Infosys Future Earnings Per Share Growth
Risks
What could happen that would invalidate this narrative?- The slow growth in the automotive sector in Europe indicates potential challenges in gaining revenues from this vertical, which could impact overall company revenue growth.
- The communication sector's volatile macro environment and rising operational expenses might inhibit revenue growth, as discretionary spending remains soft.
- The impact of seasonality, such as lower working days and calendar days in Q4, could adversely affect revenue streams and margins.
- With high third-party costs impacting margins, the sustained increase in external expenses may challenge net profit growth if not balanced with commensurate revenue.
- The current reliance on third-party revenues, driven by large deals with high third-party costs, might introduce variability in profit margins if these revenues do not sustain or grow as projected.
Valuation
How have all the factors above been brought together to estimate a fair value?- The analysts have a consensus price target of ₹2066.125 for Infosys based on their expectations of its future earnings growth, profit margins and other risk factors. However, there is a degree of disagreement amongst analysts, with the most bullish reporting a price target of ₹2350.0, and the most bearish reporting a price target of just ₹1570.0.
- In order for you to agree with the analyst's consensus, you'd need to believe that by 2028, revenues will be $24.1 billion, earnings will come to $4.2 billion, and it would be trading on a PE ratio of 35.9x, assuming you use a discount rate of 15.0%.
- Given the current share price of ₹1590.85, the analyst price target of ₹2066.12 is 23.0% higher.
- We always encourage you to reach your own conclusions though. So sense check these analyst numbers against your own assumptions and expectations based on your understanding of the business and what you believe is probable.

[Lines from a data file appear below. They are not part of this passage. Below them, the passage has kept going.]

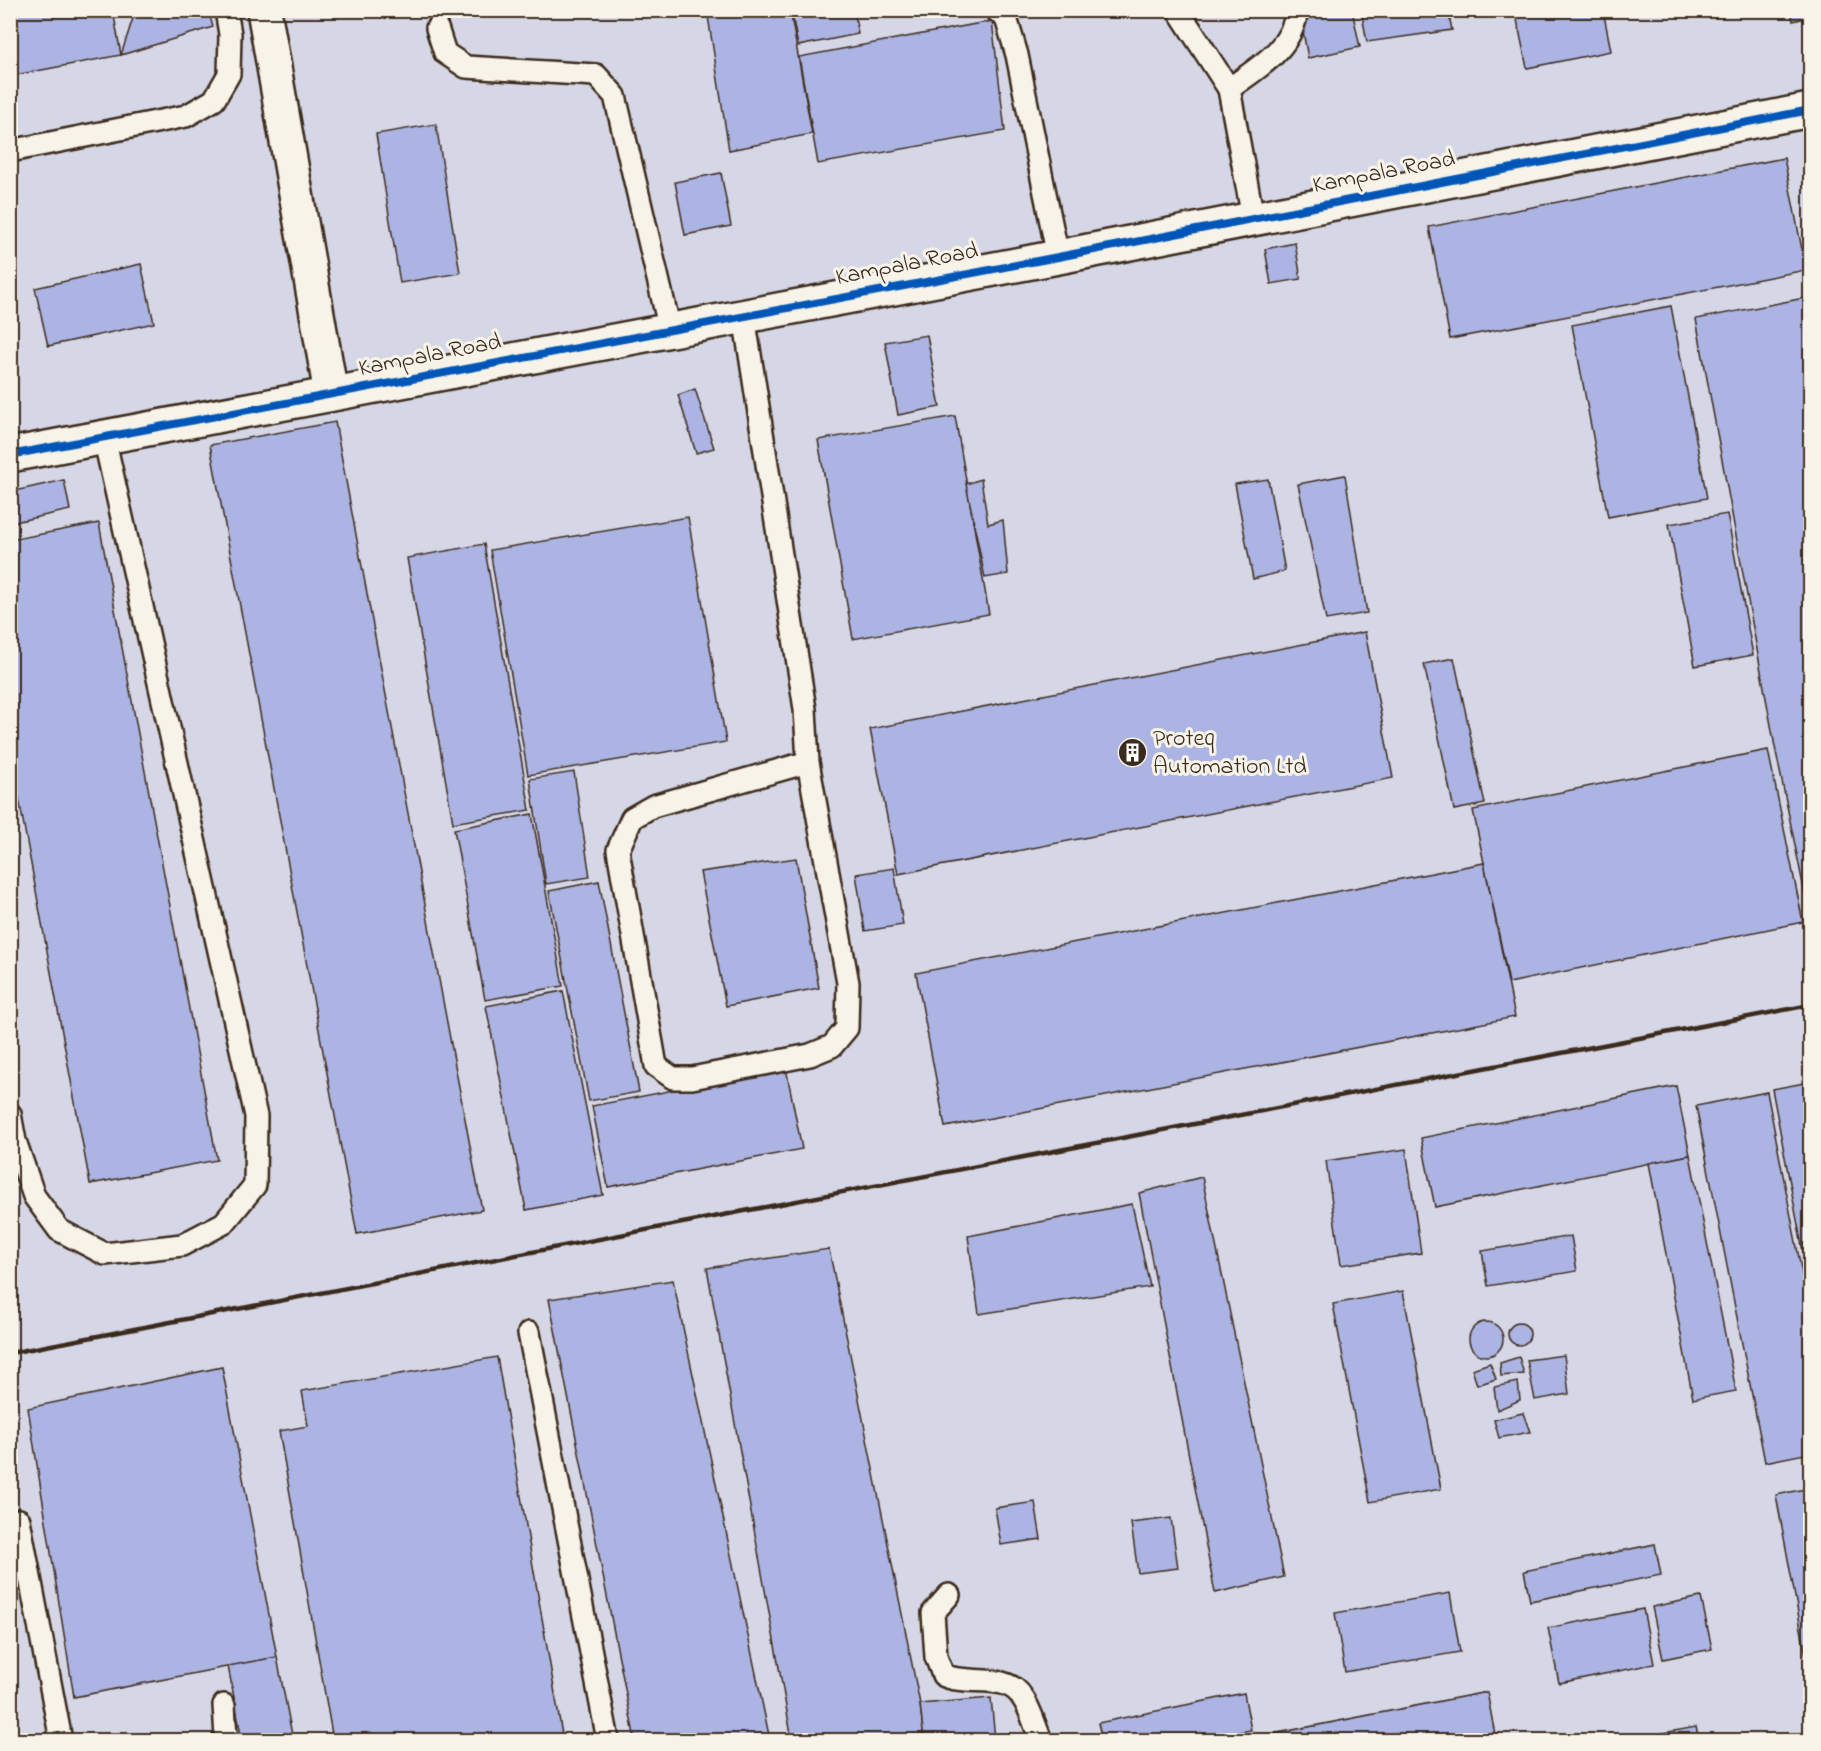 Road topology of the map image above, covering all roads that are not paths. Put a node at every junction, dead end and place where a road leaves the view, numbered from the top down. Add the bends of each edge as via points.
1 (226, 10) edge
2 (264, 10) edge
3 (996, 10) edge
4 (1178, 10) edge
5 (1297, 10) edge
6 (437, 28) dead end
7 (1229, 89) junction
8 (1810, 110) edge
9 (10, 151) edge
10 (1253, 218) junction
11 (1058, 257) junction
12 (744, 316) junction
13 (670, 330) junction
14 (331, 394) junction
15 (104, 437) junction
16 (10, 455) edge
17 (808, 762) junction
18 (10, 1114) edge
19 (529, 1333) dead end
20 (19, 1520) dead end
21 (949, 1595) dead end
22 (224, 1705) dead end
23 (61, 1740) edge
24 (223, 1740) edge
25 (608, 1740) edge
26 (1041, 1740) edge

1 - 9 lane via 229,74 214,100 186,116
2 - 14 street
3 - 11 lane via 1006,18 1017,55
4 - 7 lane
5 - 7 lane via 1295,26 1285,45
6 - 13 lane via 444,52 466,67 596,75 615,96
7 - 10 lane
8 - 10 street, Kampala Road
10 - 11 street, Kampala Road
11 - 12 street, Kampala Road
12 - 13 street, Kampala Road
12 - 17 lane via 805,709
13 - 14 street, Kampala Road
14 - 15 street, Kampala Road
15 - 16 street, Kampala Road
15 - 18 lane via 256,1116 255,1185 224,1223 182,1245 105,1254 59,1230 34,1196
17 - 17 lane via 652,806 632,818 618,850 656,1066 673,1078 692,1078 810,1055 832,1046 847,1028 848,983
19 - 25 lane
20 - 23 lane
21 - 26 lane via 933,1613 936,1657 943,1675 967,1682 1000,1682 1022,1695
22 - 24 lane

How well do narratives help inform your perspective?
Disclaimer
Warren A.I. is a tool utilizing a Large Language Model (LLM) that ingests data on consensus price targets, forecasted revenue and earnings figures, as well as the transcripts of earnings calls to produce qualitative analysis. The narratives produced by Warren A.I. are general in nature and are based solely on analyst data and publicly-available material published by the respective companies. These scenarios are not indicative of the company's future performance and are exploratory in nature. Simply Wall St has no position in the company(s) mentioned. Simply Wall St may provide the securities issuer or related entities with website advertising services for a fee, on an arm's length basis. These relationships have no impact on the way we conduct our business, the content we host, or how our content is served to users. The price targets and estimates used are consensus data, and do not constitute a recommendation to buy or sell any stock, and they do not take account of your objectives, or your financial situation. Note that Warren A.I.'s analysis may not factor in the latest price-sensitive company announcements or qualitative material.